Introduction

Time Series data refer to the historical representation of data points collected at periodic intervals of time (Austin, 2015). These historical data are used within statistical tools such as R or Rstudio to make statistical models that can predict future values at reasonable error rate. In this post Rstudio in combination with rmarkdown was used to forecast the exchange rate of Kenyan Shilling against US dollar using daily closing rate of the shilling collected over a period of 891 days (1/01/2017 to 7/23/2020).

Data

The data for this post was obtained from Central Bank of Kenya. The data is dynamic; thus, this original dataset was saved online for future retrieval here.

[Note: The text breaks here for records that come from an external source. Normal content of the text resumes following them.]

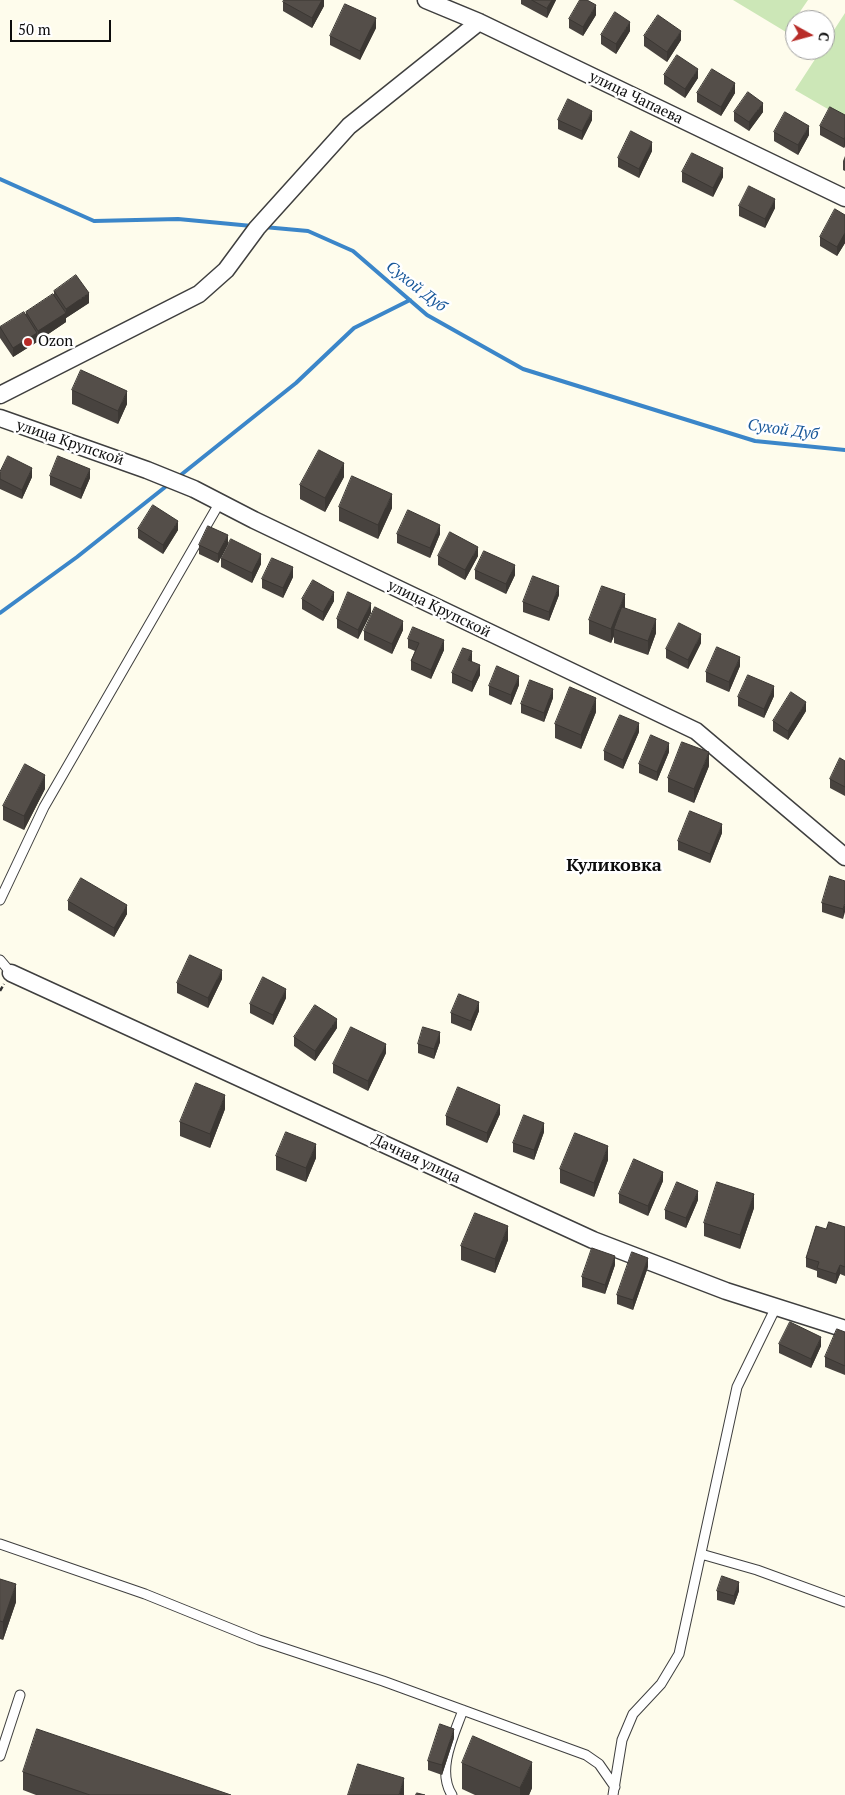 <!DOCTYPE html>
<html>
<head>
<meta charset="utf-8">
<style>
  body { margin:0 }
  #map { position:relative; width:845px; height:1795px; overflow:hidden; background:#fefcec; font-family:"PT Serif",serif }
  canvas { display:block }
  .north { position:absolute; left:785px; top:10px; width:50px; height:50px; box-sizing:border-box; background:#fff; border:1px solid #9e9e9e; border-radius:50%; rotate:97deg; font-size:14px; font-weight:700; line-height:20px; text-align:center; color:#0c0c0c }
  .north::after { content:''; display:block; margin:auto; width:18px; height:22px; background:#b82c28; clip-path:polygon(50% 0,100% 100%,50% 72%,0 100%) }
  .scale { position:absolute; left:10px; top:20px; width:101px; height:22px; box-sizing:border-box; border:2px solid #0c0c0c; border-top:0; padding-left:6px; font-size:15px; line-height:18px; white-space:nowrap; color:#0c0c0c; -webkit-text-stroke:4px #fff; paint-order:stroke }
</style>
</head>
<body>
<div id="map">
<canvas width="845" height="1795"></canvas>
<div class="north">С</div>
<div class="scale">50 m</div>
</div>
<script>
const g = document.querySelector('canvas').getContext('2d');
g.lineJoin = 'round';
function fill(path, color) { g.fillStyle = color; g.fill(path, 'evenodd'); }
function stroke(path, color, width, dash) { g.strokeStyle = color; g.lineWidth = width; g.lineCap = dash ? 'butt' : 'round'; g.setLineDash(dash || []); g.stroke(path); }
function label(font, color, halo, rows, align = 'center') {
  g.font = font + ' "PT Serif",serif'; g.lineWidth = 5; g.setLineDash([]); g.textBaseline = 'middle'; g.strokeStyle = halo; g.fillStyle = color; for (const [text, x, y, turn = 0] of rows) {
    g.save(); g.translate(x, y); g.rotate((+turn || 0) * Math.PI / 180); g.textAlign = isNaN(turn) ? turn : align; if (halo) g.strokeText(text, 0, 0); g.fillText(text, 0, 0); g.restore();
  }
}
const green = new Path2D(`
  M733 0H808L786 32Z
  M845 13V119L795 90 821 50H825V44Z`);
const stream = new Path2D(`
  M0 179 94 221 178 219 252 226
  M264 227 308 231 353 251 427 315 523 369 755 441 845 450
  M177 478 296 383 354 328 410 300
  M0 613 77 557 169 484`);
const path = new Path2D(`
  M0 991 4 984`);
const lane = new Path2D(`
  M0 900 44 807 220 502
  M0 960 11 973
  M0 1544 145 1594 259 1640 383 1681 586 1755 599 1764 615 1787
  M701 1554 757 1570 845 1602
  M0 1756 20 1695
  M452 1795C436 1770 454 1735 463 1710
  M613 1795 622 1740 633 1714 661 1684 679 1654 737 1387 776 1307`);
const street = new Path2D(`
  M426 0 479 22 845 198
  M0 395 199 294 226 270 257 228 349 126 479 22
  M0 418 147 470 194 489 254 520 696 731 845 857
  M11 973 593 1240 726 1291 845 1329`);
const wall = new Path2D(`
  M324 0V6L312 28 283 11V2Z
  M521 0H556L547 18 521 4Z
  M596 15 583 36 569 28V19Z
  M376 28 360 60 330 45V36Z
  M630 31 616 54 601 44V35Z
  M644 36 681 40 667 62 644 46Z
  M664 75 698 78 685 98 664 84Z
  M697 93H735L721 116 697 102Z
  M734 112H763L749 131 734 121Z
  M845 115V146L844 148 820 135V126Z
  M558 120H592L582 140 558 129Z
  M774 132 809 135 798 155 774 141Z
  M652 151 639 178 618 167V158Z
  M845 156V171L843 170V161Z
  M682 172 723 177 713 197 682 182Z
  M739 206 775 208 765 228 739 216Z
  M845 215V243L837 256 820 246V237Z
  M54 291 89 303 66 318V322L38 341 37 339V342L13 357 0 338V327L26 314V312L54 294Z
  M72 390 127 404 118 424 72 404Z
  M0 472 32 477 22 499 0 489Z
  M50 476 90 478 81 499 50 485Z
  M344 477 325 512 300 499V485Z
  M339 507 392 508 378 539 339 521Z
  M138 529 178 530 163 554 138 538Z
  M397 534H440L430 558 397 543Z
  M228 544 218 563 199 554V545Z
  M438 556H478L465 580 438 565Z
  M221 558 261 564 252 583 221 567Z
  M475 570 515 575 506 594 475 579Z
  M293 577 283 598 262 588V579Z
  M559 595 549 621 523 612V602Z
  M302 599 334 601 323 621 302 609Z
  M625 608 656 633 648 655 614 643V636L611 643 589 634V620Z
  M371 613 358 639 337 628V619Z
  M403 630 392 654 364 640V631Z
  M408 639 444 650 431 679 411 670V661L415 651 408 648Z
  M701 643 688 669 666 658V649Z
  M471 661 480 675 472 692 452 683V673L472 661Z
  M740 666 729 692 706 682V672Z
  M519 685 511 705 489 695V686Z
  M774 696 764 718 738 706V697Z
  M553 698 544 722 521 713V704Z
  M806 711 788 740 773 731V721Z
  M596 712 581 749 555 738V724Z
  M639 732 623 769 604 760V751Z
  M669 752 657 781 639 773V764Z
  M845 761V796L830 788V779Z
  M709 766 694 803 668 792V778Z
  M45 789 24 830 3 820V806Z
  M722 833 710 863 678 850V841Z
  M845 881 843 919 822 912V903Z
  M68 901 127 914 114 937 68 910Z
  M222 979 208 1008 177 993V983Z
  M286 998 273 1025 250 1013V1004Z
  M479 1011 471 1031 451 1023V1013Z
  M337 1028 315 1061 294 1046V1037Z
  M440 1042 434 1059 418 1053V1044Z
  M386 1053 368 1091 333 1073V1064Z
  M225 1109 210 1148 180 1136V1122Z
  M500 1114 487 1143 446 1125V1116Z
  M544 1132 534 1160 513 1152V1143Z
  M276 1156 316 1158 306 1182 276 1170Z
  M608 1160 594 1197 560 1183V1169Z
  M663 1181 648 1216 619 1203V1194Z
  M698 1200 686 1228 665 1219V1210Z
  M754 1208 740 1249 704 1236V1223Z
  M845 1227V1276L840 1274 836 1284 817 1277V1271L806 1267V1258L826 1229Z
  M508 1240 495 1273 461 1260V1246Z
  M615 1265 605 1294 582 1287V1277Z
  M648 1267 633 1310 617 1304V1295Z
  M845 1332V1375L825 1367V1357Z
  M779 1344 821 1346 811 1368 779 1353Z
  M0 1579 16 1602 3 1640 0 1639Z
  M717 1591H739L734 1605 717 1600Z
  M454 1738 442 1775 428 1770V1761Z
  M462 1763 532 1788 529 1795H475L462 1789Z
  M23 1772 231 1795H36L23 1790Z`);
const shadedWall = new Path2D(`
  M322 0H324V6L312 28V18Z
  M552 0H556L547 18V8Z
  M596 5V15L583 36V27Z
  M376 18V28L360 60V51Z
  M630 22V31L616 54V44Z
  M681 31V40L667 62V52Z
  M698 69V78L685 98V89Z
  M735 83V93L721 116V107Z
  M763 103V112L749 131V122Z
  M592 111V120L582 140V131Z
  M809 126V135L798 155V145Z
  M845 137V146L844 148V139Z
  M652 142V151L639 178V169Z
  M723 168V177L713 197V188Z
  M775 199V208L765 228V219Z
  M845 233V243L837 256V247Z
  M89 293V303L66 318V309Z
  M66 313V322L38 341V331Z
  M37 333V342L13 357V348Z
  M127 391V404L118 424V411Z
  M344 463V477L325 512V498Z
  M32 468V477L22 499V490Z
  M90 469V478L81 499V489Z
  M392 494V508L378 539V525Z
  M178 521V530L163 554V545Z
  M440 525V534L430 558V548Z
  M228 535V544L218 563V554Z
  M478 547V556L465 580V570Z
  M261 554V564L252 583V573Z
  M515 565V575L506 594V584Z
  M293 567V577L283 598V588Z
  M559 586V595L549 621V612Z
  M334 592V601L323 621V612Z
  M625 594V608L614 629V636L611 643V629Z
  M371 603V613L358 639V630Z
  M656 619V633L648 655V641Z
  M403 621V630L392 654V644Z
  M701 634V643L688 669V660Z
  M444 640V650L431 679V670Z
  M472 651V661L468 669V660Z
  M740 657V666L729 692V682Z
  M480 665V675L472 692V682Z
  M519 676V685L511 705V695Z
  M774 686V696L764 718V709Z
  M553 689V698L544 722V713Z
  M596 698V712L581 749V735Z
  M806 702V711L788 740V731Z
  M639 723V732L623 769V760Z
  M669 743V752L657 781V772Z
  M709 752V766L694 803V789Z
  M45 775V789L24 830V816Z
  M722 824V833L710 863V854Z
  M845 903V912L843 919V909Z
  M127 905V914L114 937V928Z
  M222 970V979L208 1008V998Z
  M286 989V998L273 1025V1015Z
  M479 1002V1011L471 1031V1021Z
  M337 1019V1028L315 1061V1051Z
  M440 1032V1042L434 1059V1049Z
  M386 1044V1053L368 1091V1081Z
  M225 1095V1109L210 1148V1134Z
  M500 1105V1114L487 1143V1133Z
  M544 1123V1132L534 1160V1150Z
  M316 1144V1158L306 1182V1168Z
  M608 1146V1160L594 1197V1183Z
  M663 1172V1181L648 1216V1206Z
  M698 1191V1200L686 1228V1218Z
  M754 1194V1208L740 1249V1235Z
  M508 1226V1240L495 1273V1259Z
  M615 1256V1265L605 1294V1285Z
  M648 1258V1267L633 1310V1300Z
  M840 1265V1274L836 1284V1274Z
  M821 1337V1346L811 1368V1359Z
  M739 1582V1591L734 1605V1596Z
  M16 1584V1602L3 1640V1622Z
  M454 1729V1738L442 1775V1765Z
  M532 1762V1788L529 1795H520V1788Z
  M404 1778V1795H399Z`);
const building = new Path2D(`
  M284 0H322L312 18 283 2Z
  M532 0H552L547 8Z
  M580 0H587L596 5 583 27 569 19Z
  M345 4 376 18 360 51 330 36Z
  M615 12 630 22 616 44 601 35Z
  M658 15 681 31 667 52 644 36Z
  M677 55 698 69 685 89 664 75Z
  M712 69 735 83 721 107 697 93Z
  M748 92 763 103 749 122 734 112Z
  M568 99 592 111 582 131 558 120Z
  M830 107 845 115V137L844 139 820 126Z
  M785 112 809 126 798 145 774 132Z
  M631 131 652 142 639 169 618 158Z
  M692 153 723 168 713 188 682 172Z
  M749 186 775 199 765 219 739 206Z
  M835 209 845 215V233L837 247 820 237Z
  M76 275 89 293 66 309 54 291Z
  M53 294 66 313 38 331 26 312Z
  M24 312 37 333 13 348 0 327Z
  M81 370 127 391 118 411 72 390Z
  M319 450 344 463 325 498 300 485Z
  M8 456 32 468 22 490 0 479V472Z
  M58 456 90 469 81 489 50 476Z
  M352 476 392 494 378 525 339 507Z
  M153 505 178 521 163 545 138 529Z
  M408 510 440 525 430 548 397 534Z
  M208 526 228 535 218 554 199 545Z
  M450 532 478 547 465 570 438 556Z
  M231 539 261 554 252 573 221 558Z
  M484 551 515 565 506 584 475 570Z
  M272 558 293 567 283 588 262 579Z
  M533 576 559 586 549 612 523 602Z
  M313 580 334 592 323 612 302 599Z
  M602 586 625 594 611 629 589 620Z
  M348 592 371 603 358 630 337 619Z
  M375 607 403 621 392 644 364 631Z
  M622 607 656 619 648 641 614 629Z
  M679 623 701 634 688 660 666 649Z
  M413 627 444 640 431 670 411 661 419 643 408 639Z
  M717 647 740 657 729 682 706 672Z
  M463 648 472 651 468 660 480 665 472 682 452 673Z
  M497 666 519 676 511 695 489 686Z
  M748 675 774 686 764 709 738 697Z
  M530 680 553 689 544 713 521 704Z
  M570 687 596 698 581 735 555 724Z
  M791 692 806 702 788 731 773 721Z
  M620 715 639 723 623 760 604 751Z
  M651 735 669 743 657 772 639 764Z
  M682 742 709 752 694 789 668 778Z
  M840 758 845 761V787L830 779Z
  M25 764 45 775 24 816 3 806Z
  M690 811 722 824 710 854 678 841Z
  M830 876 845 881V903L843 909 822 903Z
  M81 878 127 905 114 928 68 901Z
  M190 955 222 970 208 998 177 983Z
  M263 977 286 989 273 1015 250 1004Z
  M459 994 479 1002 471 1021 451 1013Z
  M315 1005 337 1019 315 1051 294 1037Z
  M351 1027 386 1044 368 1081 333 1064Z
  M423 1027 440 1032 434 1049 418 1044Z
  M196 1083 225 1095 210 1134 180 1122Z
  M458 1087 500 1105 487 1133 446 1116Z
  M524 1115 544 1123 534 1150 513 1143Z
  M286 1132 316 1144 306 1168 276 1156Z
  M575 1133 608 1146 594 1183 560 1169Z
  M634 1159 663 1172 648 1206 619 1194Z
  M677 1182 698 1191 686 1218 665 1210Z
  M717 1182 754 1194 740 1235 704 1223Z
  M475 1213 508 1226 495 1259 461 1246Z
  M829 1222 845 1227V1267L840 1265 836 1274 817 1268 819 1262 806 1258 816 1226 826 1229Z
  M592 1248 615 1256 605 1285 582 1277Z
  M632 1252 648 1258 633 1300 617 1295Z
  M790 1322 821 1337 811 1359 779 1344Z
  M837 1329 845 1332V1366L825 1357Z
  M722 1576 739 1582 734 1596 717 1591Z
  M0 1579 16 1584 3 1622 0 1621Z
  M440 1724 454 1729 442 1765 428 1761Z
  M37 1729 231 1795H90L23 1772Z
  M473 1736 532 1762 520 1788 462 1763Z
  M358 1764 404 1778 399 1795H348Z
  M417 1793 425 1795H416Z`);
const markers = [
  [28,342,5,"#b82c28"]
];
const streetNames = [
  ["улица Чапаева",636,98,26],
  ["улица Крупской",70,443,19],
  ["улица Крупской",439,609,26],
  ["Дачная улица",416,1159,25]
];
const poiNames = [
  ["Ozon",38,342]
];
const waterNames = [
  ["Сухой Дуб",416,287,38],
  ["Сухой Дуб",783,430,8]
];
const quarterNames = [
  ["Куликовка",614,866]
];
fill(green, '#cce7b7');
stroke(stream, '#3b86c9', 4);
stroke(lane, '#3f3f3f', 11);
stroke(street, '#3f3f3f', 19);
stroke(path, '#2e2e2e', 2.5, [5, 2.5]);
stroke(lane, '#fff', 9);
stroke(street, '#fff', 16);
fill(wall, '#48433f');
fill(shadedWall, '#3b3733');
fill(building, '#544e49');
stroke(building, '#3b3733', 1);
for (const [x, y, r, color] of markers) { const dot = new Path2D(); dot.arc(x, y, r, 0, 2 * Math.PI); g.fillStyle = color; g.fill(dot); stroke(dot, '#fff', 2); }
label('15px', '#0c0c0c', '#fff', streetNames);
label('15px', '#0c0c0c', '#fff', poiNames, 'left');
label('italic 16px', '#19589a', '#fff', waterNames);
label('bold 18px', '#0c0c0c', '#fff', quarterNames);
</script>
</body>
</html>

The first 10 observations of the data are presented in table 1.

data <- read.csv("Key CBK Indicative Exchange Rates.csv")

library(knitr)

kable(head(data, 10), caption = "Table 1: First 10 Exchange Rates")
Table 1: First 10 Exchange Rates
ï..Date Currency Mean Buy Sell
23/07/2020 US DOLLAR 108.1288 108.0288 108.2288
22/07/2020 US DOLLAR 107.8797 107.7800 107.9794
21/07/2020 US DOLLAR 107.6209 107.5212 107.7206
20/07/2020 US DOLLAR 107.4329 107.3329 107.5329
17/07/2020 US DOLLAR 107.4582 107.3582 107.5582
16/07/2020 US DOLLAR 107.3494 107.2494 107.4494
15/07/2020 US DOLLAR 107.2850 107.1853 107.3847
14/07/2020 US DOLLAR 107.1471 107.0476 107.2465
13/07/2020 US DOLLAR 107.0512 106.9512 107.1512
10/07/2020 US DOLLAR 106.9003 106.8006 107.0000

From table 1, it is clear that we only need the Mean column and convert the series into time series and plot the series. Figure 1 shows the time plot of the exchange rate.

rate <- data[3]

## Create a daily Date object - helps my work on dates

inds <- seq(as.Date("2017-01-01"), as.Date("2020-07-23"), by = "day")

## Create a time series object

rate.ts <- ts(rate, start = c(2017, as.numeric(format(inds[1], "%j"))),
           frequency = 365)


plot.ts(rate.ts, main = "Figure 1: Time Plot of Kenyan Shillings - US Dollar Exchange Rate", col = "blue")

The components of the time series can be seen in figure 1.

Stationarity and Differencing

A seasonal time series consists of a trend, seasonal and an error component. The process of decomposing the time series means separating the time series into these three components (Coghlan, 2018).

The decompose() function can be used to estimate the trend and seasonal component of a time series described using an additive model. The function “decompose()” returns a list object as its result, where the estimates of the seasonal, trend and error component are stored in named elements of that list objects, called “seasonal”, “trend”, and “random” respectively (Coghlan, 2018). The figure 2 shows a plot of decomposed series.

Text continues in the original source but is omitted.